## Task instructions
Scan the lines below; pull out those with "leave".

● ● ●

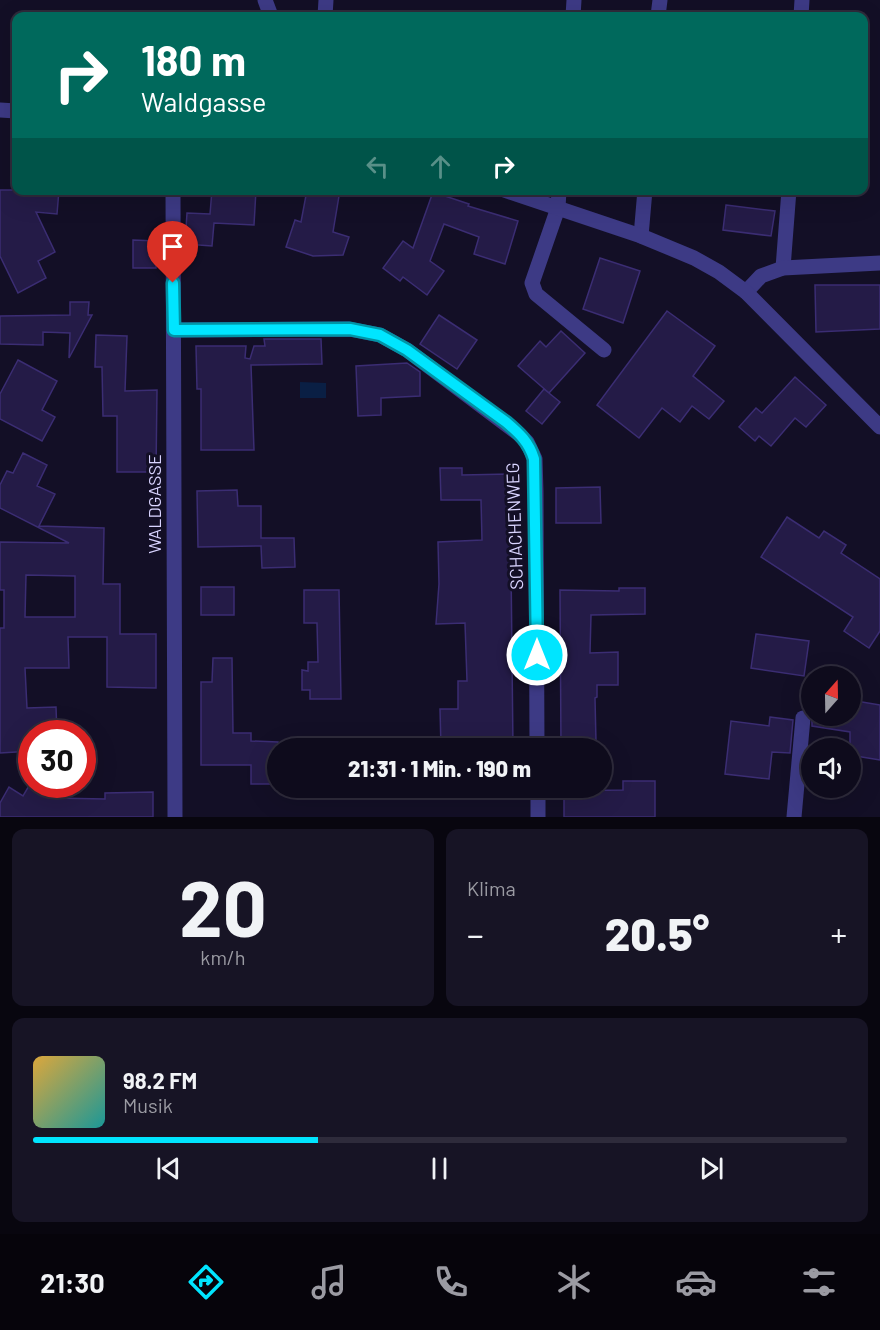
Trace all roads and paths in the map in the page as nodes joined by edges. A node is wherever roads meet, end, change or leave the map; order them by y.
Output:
1 (172, 195) edge
2 (519, 195) edge
3 (559, 195) edge
4 (645, 195) edge
5 (789, 195) edge
6 (558, 208) junction
7 (641, 236) junction
8 (880, 263) edge
9 (783, 268) junction
10 (746, 292) junction
11 (174, 330) junction
12 (604, 350) dead end
13 (880, 426) edge
14 (802, 726) edge
15 (537, 738) edge
16 (538, 798) edge
17 (175, 817) edge
18 (538, 817) edge
19 (794, 817) edge

1 - 11 street, WALDGASSE
2 - 6 street
3 - 6 street
4 - 7 street
5 - 9 street
6 - 7 street
6 - 12 street
7 - 10 street
8 - 9 street
9 - 10 street
10 - 13 street
11 - 15 street, SCHACHENWEG
11 - 17 street, WALDGASSE
14 - 19 street
16 - 18 street

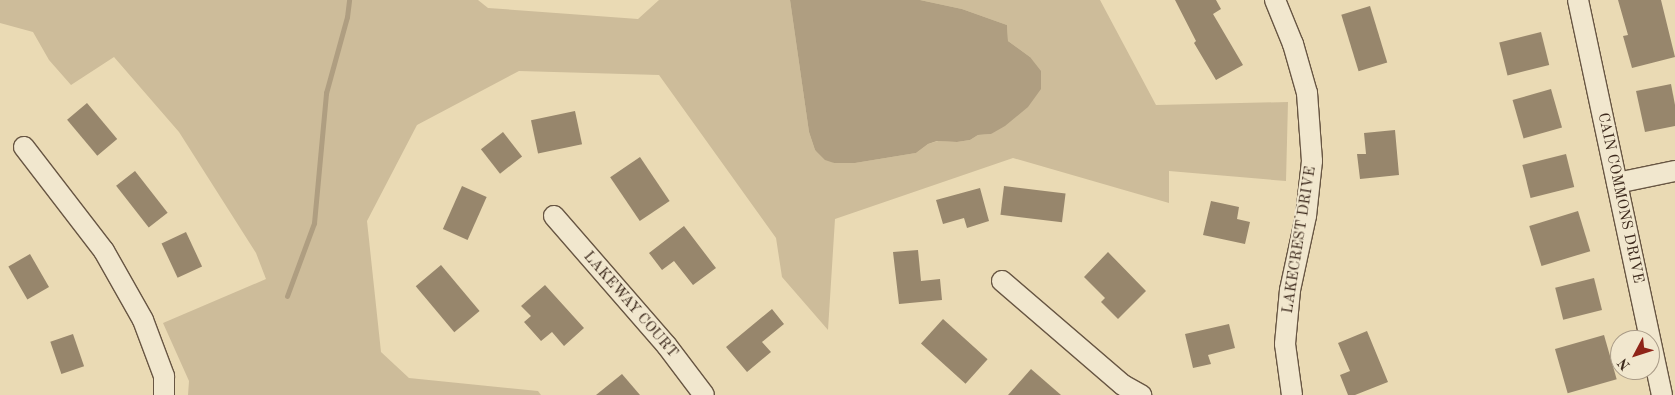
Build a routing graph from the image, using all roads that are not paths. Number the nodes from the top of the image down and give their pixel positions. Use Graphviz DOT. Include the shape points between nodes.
graph roads {
  1 [pos="1275,0"];
  2 [pos="1578,0"];
  3 [pos="24,147"];
  4 [pos="1675,171"];
  5 [pos="1617,183"];
  6 [pos="554,216"];
  7 [pos="1002,281"];
  8 [pos="164,395"];
  9 [pos="704,395"];
  10 [pos="1141,395"];
  11 [pos="1292,395"];
  12 [pos="1662,395"];
  1 -- 11 [label="street, LAKECREST DRIVE" via="1293,44 1306,93 1312,161 1306,216 1290,290 1286,335"];
  2 -- 5 [label="street, CAIN COMMONS DRIVE"];
  3 -- 8 [label="street" via="104,251 143,320 164,376"];
  4 -- 5 [label="street"];
  5 -- 12 [label="street, CAIN COMMONS DRIVE"];
  6 -- 9 [label="street, LAKEWAY COURT" via="667,346"];
  7 -- 10 [label="street" via="1123,385"];
}
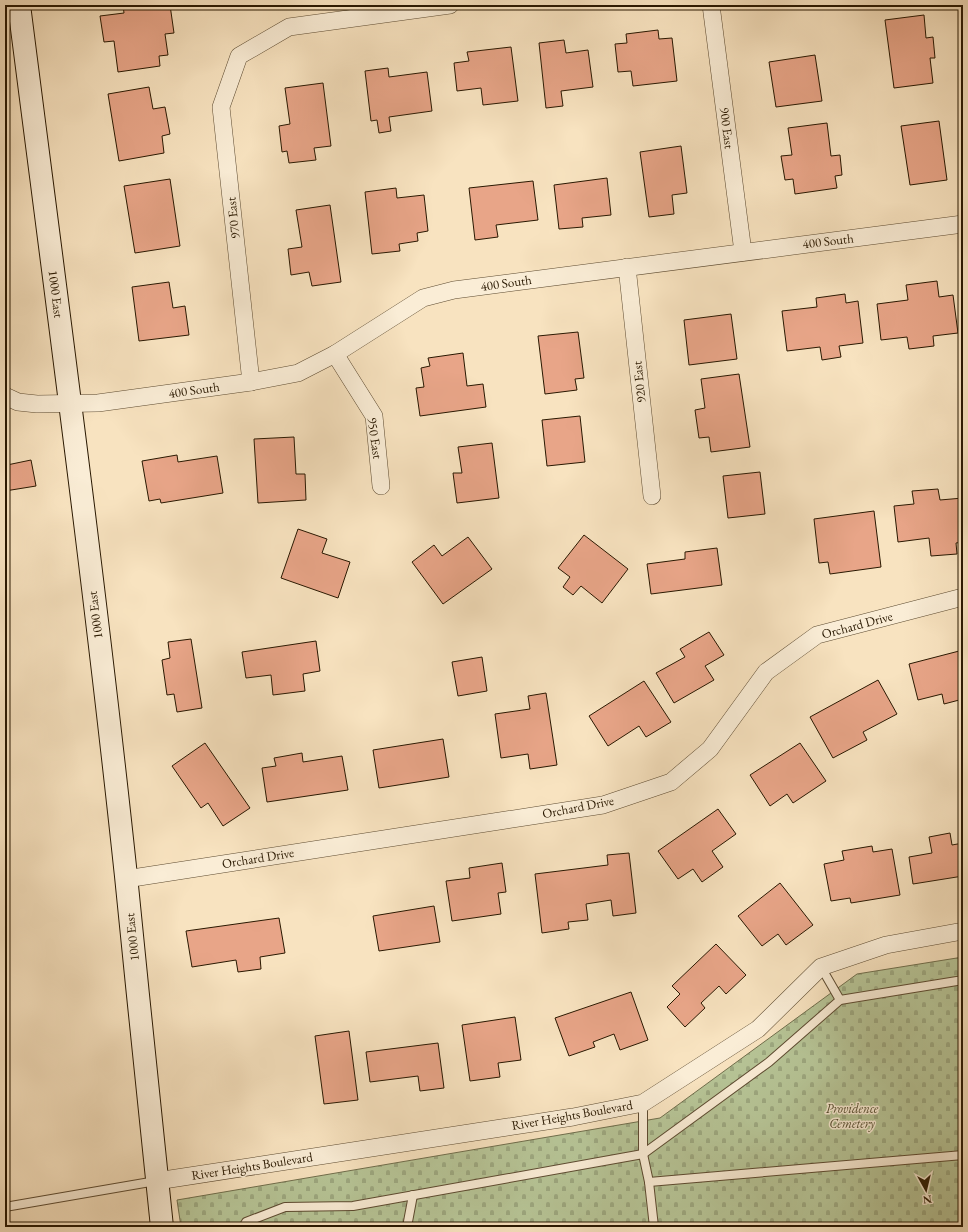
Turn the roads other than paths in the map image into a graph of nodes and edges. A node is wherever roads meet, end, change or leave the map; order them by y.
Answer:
1 (19, 5) edge
2 (450, 5) edge
3 (711, 5) edge
4 (963, 224) edge
5 (743, 252) junction
6 (627, 267) junction
7 (335, 354) junction
8 (251, 382) junction
9 (5, 396) edge
10 (70, 404) junction
11 (381, 486) dead end
12 (652, 496) dead end
13 (963, 597) edge
14 (126, 878) junction
15 (963, 931) edge
16 (821, 967) junction
17 (963, 980) edge
18 (840, 1000) junction
19 (643, 1103) junction
20 (643, 1154) junction
21 (963, 1155) edge
22 (157, 1181) junction
23 (649, 1182) junction
24 (413, 1195) junction
25 (5, 1208) edge
26 (162, 1227) edge
27 (243, 1227) edge
28 (407, 1227) edge
29 (654, 1227) edge

1 - 10 street, 1000 East
2 - 8 street, 970 East
3 - 5 street, 900 East
4 - 5 street, 400 South
5 - 6 street, 400 South
6 - 7 street, 400 South
6 - 12 street, 920 East
7 - 8 street, 400 South
7 - 11 street, 950 East
8 - 10 street, 400 South
9 - 10 street, 400 South
10 - 14 street, 1000 East
13 - 14 street, Orchard Drive
14 - 22 street, 1000 East
15 - 16 street, River Heights Boulevard
16 - 18 lane
16 - 19 street, River Heights Boulevard
17 - 18 lane
18 - 20 lane
19 - 20 lane
19 - 22 street, River Heights Boulevard
20 - 23 lane
20 - 24 lane
21 - 23 lane
22 - 25 lane
22 - 26 street, 1000 East
23 - 29 lane
24 - 27 lane
24 - 28 lane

● ● ●

## Answer box
Trace all roads and paths in the map in the page as nodes joined by edges. A node is wherever roads meet, end, change or leave the map; order them by y.
Turn the roads other than paths in the map image into a graph of nodes and edges. A node is wherever roads meet, end, change or leave the map; order them by y.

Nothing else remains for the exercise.